Pour relever ce défi, nous organisons des réunions d’accueil spécifiques pour les nouveaux membres et nous appliquons une politique visant à les encourager à prendre des responsabilités. En même temps, nous essayons toujours d’avoir une bonne présence de jeunes dans les organes élus du parti et sur ses tickets d’élection.
Les jeunes membres du Bloc de Gauche ne sont pas ghettoïsés dans une organisation séparée, nous refusons d’avoir une organisation de jeunesse séparée. Cela signifie qu’il y a toujours une présence des jeunes camarades dans les structures du Bloc de Gauche. Ils sont à l’intérieur du parti, ils s’engagent avec les camarades plus âgés, mais, bien sûr, ils disposent d’un espace pour traiter leurs propres préoccupations. Ils élisent une coordination nationale des jeunes afin de traiter les questions relatives aux jeunes, et ils organisent leur programme éducatif national et leur camp national annuel.
Cependant, en ce qui concerne la vie quotidienne et les organes du Bloc de gauche, ils sont membres de plein droit.
La gauche et la social-démocratie : Le Portugal et l’Espagne en contraste
Il existe un contraste frappant entre l’approche de la gauche espagnole à l’égard de la social-démocratie et celle de ses homologues portugais, le Bloc de gauche en particulier. Dans l’Etat espagnol, il est tout simplement accepté que la gauche non-PSOE gouverne en alliance avec le PSOE, et que le fait d’avoir « nos gens » au gouvernement garantisse un meilleur résultat que de laisser le travail aux apparatchiks du PSOE. L’approche du Bloc de gauche a été celle de la geringonça : un soutien extérieur au PS contre la droite sur la base d’un ensemble d’engagements convenus, laissant les organisations libres de faire pression, de critiquer et de mettre en avant ses politiques dans les domaines non couverts par l’accord.

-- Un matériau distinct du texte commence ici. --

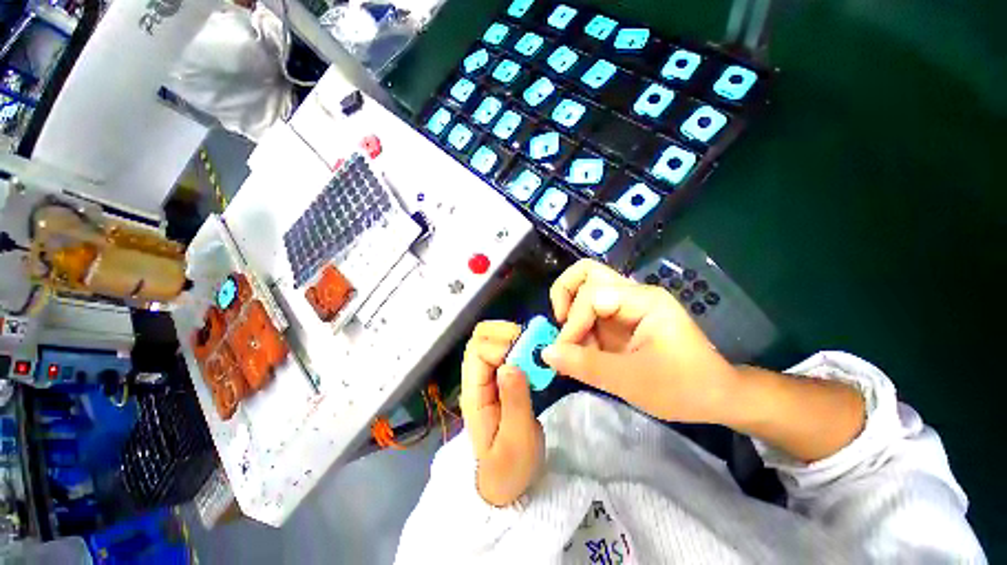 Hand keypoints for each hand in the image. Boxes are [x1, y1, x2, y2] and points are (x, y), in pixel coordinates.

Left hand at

Après quatre ans de geringonça portugaise (2015-2019) et trois ans et demi (2019-2023) de « cohabitation » espagnole par Unidas Podemos (UP) en tant que partenaire minoritaire d’un gouvernement PSOE, quelles conclusions tirez-vous quant à l’approche à privilégier ?
Lorsque le Bloc de gauche a perdu la moitié de ses voix en 2022, Pablo Iglesias, à l’époque leader de Podemos, s’est précipité dans le débat public pour faire un bilan de l’expérience portugaise, le « modèle portugais », comme on l’appelait. Il a critiqué notre option de rester en dehors du gouvernement PS. Il disait que nous aurions dû être au gouvernement pour avoir de l’influence, pour que nos électeurs comprennent que voter pour la gauche, c’est élire des membres possibles du gouvernement, changer les règles, et changer les politiques du gouvernement. Iglesias a donc toujours eu un mauvais pronostic sur l’expérience portugaise.

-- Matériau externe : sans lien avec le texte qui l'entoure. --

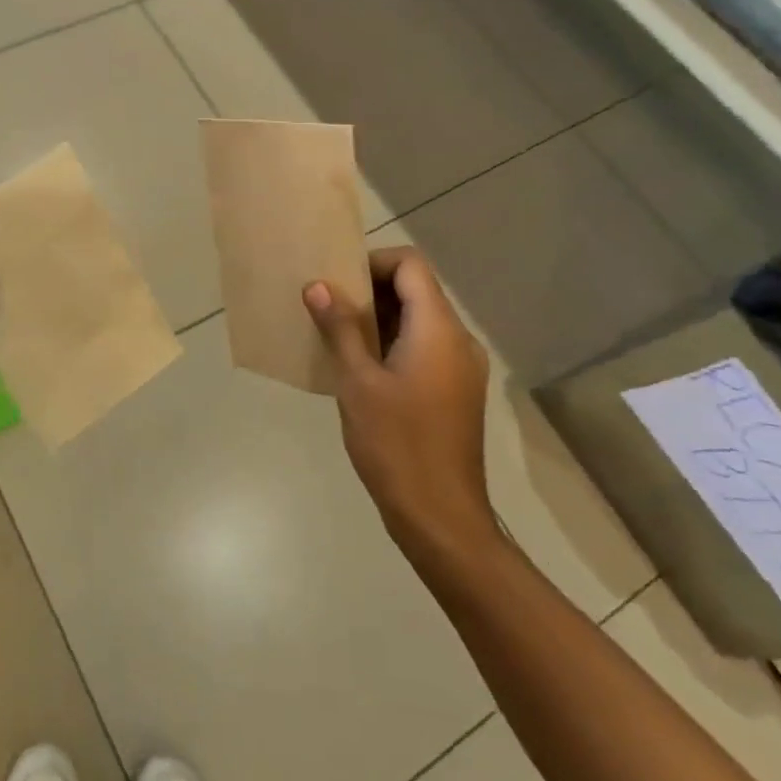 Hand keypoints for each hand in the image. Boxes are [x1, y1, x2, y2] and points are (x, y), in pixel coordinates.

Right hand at [304, 248, 494, 552]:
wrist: (441, 517)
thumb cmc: (396, 444)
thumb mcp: (357, 382)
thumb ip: (340, 328)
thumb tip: (319, 286)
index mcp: (439, 330)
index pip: (411, 265)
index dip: (373, 263)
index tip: (338, 283)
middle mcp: (459, 340)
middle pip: (418, 289)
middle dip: (372, 290)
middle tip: (329, 308)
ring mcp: (462, 368)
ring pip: (420, 319)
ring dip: (381, 318)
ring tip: (338, 335)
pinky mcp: (457, 391)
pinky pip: (425, 346)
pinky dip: (394, 342)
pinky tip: (361, 367)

Mais le fait est que, comme je l’ai déjà dit, à la fin du « modèle portugais » (en 2019, après la réalisation des clauses de l’accord quadriennal avec le PS), le Bloc de gauche a conservé son influence et a réélu ses 19 députés. Il n’y a donc pas de bilan négatif à tirer de cette orientation.
La perte de la moitié de nos voix s’est produite plus de deux ans après, lorsque, sans accord avec le PS, nous avons dû choisir entre être une force autonome de la gauche utilisant sa représentation pour peser sur les décisions du gouvernement ou devenir un soutien inconditionnel du PS. Nous avons choisi la première option. A aucun moment nous n’avons eu de doutes sur la nature du gouvernement du PS, un gouvernement de centre libéral. Nous ne l’avons jamais considéré comme faisant partie d’un camp progressiste, comme un gouvernement de gauche. Nous avons toujours considéré qu’il offrait une opportunité, par le biais d’un accord politique, d’obtenir des gains pour la classe ouvrière.

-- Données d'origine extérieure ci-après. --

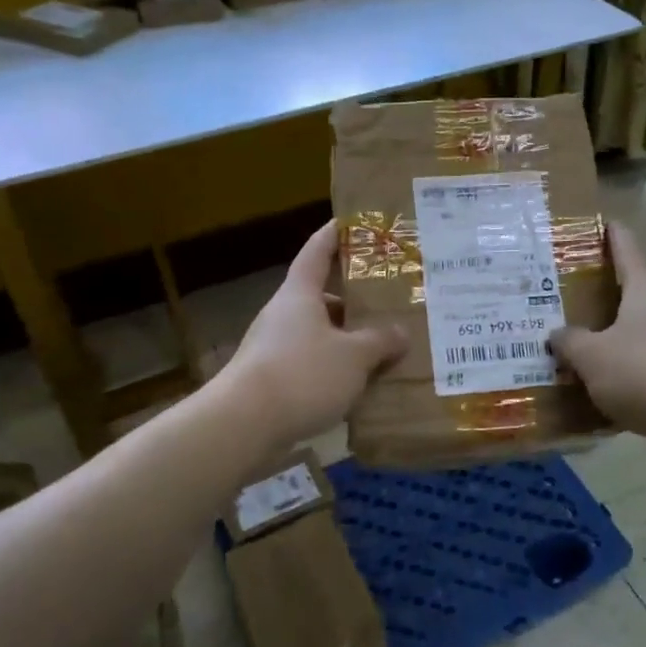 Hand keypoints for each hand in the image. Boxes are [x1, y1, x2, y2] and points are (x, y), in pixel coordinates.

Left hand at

En revanche, lorsque nous examinons le bilan à la fin du mandat de près de quatre ans du gouvernement PSOE-UP en Espagne, nous devons être honnêtes et dire que les avancées que l’aile gauche a obtenues en participant au gouvernement avec le PSOE ont été minuscules et peu nombreuses. Cela est vrai non seulement au niveau international, par exemple avec l’accord criminel entre le gouvernement espagnol et le Royaume du Maroc contre le peuple sahraoui – pour la première fois dans l’histoire récente de l’Espagne, la gauche n’a pas pu éviter ce tournant dans la politique étrangère espagnole –, mais aussi en termes de politique sociale et de réforme du droit du travail : l’abrogation complète de la contre-réforme du travail de la droite de 2012, spécifiée dans l’accord de gouvernement PSOE-UP, a été abandonnée.
Le débat stratégique porte donc sur les moyens de construire des majorités électorales qui bloquent l’accès au pouvoir de la droite et de l’extrême droite et qui, dans le même temps, permettent un conflit ouvert avec le centre libéral (le PS ou le PSOE). En d’autres termes, nous devons réfléchir à la manière de construire une alternative stratégique de gauche qui soit capable de faire de la politique pour la majorité. Nous ne voulons pas être le flanc gauche d’un gouvernement qui continue à mettre en œuvre une politique libérale et qui reste complètement subordonné aux règles monétaires et budgétaires de l’UE et de la zone euro.
Si vous faites un bilan sérieux de la réforme du droit du travail [6] menée par Yolanda Diaz et Pedro Sanchez, ou des politiques sociales en général du gouvernement espagnol au cours des quatre dernières années, vous devez faire un effort pour trouver la marque de la gauche. Et malgré cela, toutes ces forces – Podemos, la Gauche unie, le Sumar de Yolanda Diaz – sont d’accord sur l’essentiel : leur objectif est de placer des ministres au sein d’un gouvernement dirigé par les socialistes.
Ce consensus s’est traduit par une convulsion, avec de violents affrontements entre les composantes organisées de la candidature Sumar. Dans le prochain parlement, les partis qui ont occupé des ministères dans le gouvernement sortant (Podemos et le Parti communiste d’Espagne/Gauche unie) auront ensemble, au mieux, dix députés, même s’il y aura une majorité de députés du PSOE avec Sumar. Ainsi, dans le contexte de la nouvelle reconfiguration de la gauche en Espagne [7], cette marginalisation des partis qui ont signé le précédent gouvernement PSOE-UP doit signifier quelque chose.
Lorsque nous avons perdu de l’influence électorale au Portugal, en 2022, c’était un problème, bien sûr. Mais en Espagne, la naturalisation de l’intégration de la gauche au gouvernement (conséquence apparemment nécessaire de l’affrontement avec la droite) pose la question de l’influence politique réelle de la gauche. Il faut tout faire pour bloquer l’accès de la droite et de l’extrême droite au gouvernement, c’est vrai. Mais il ne faut surtout pas effacer la gauche et ses objectifs dans un « bloc progressiste » difficile à distinguer du simple centre libéral du PS.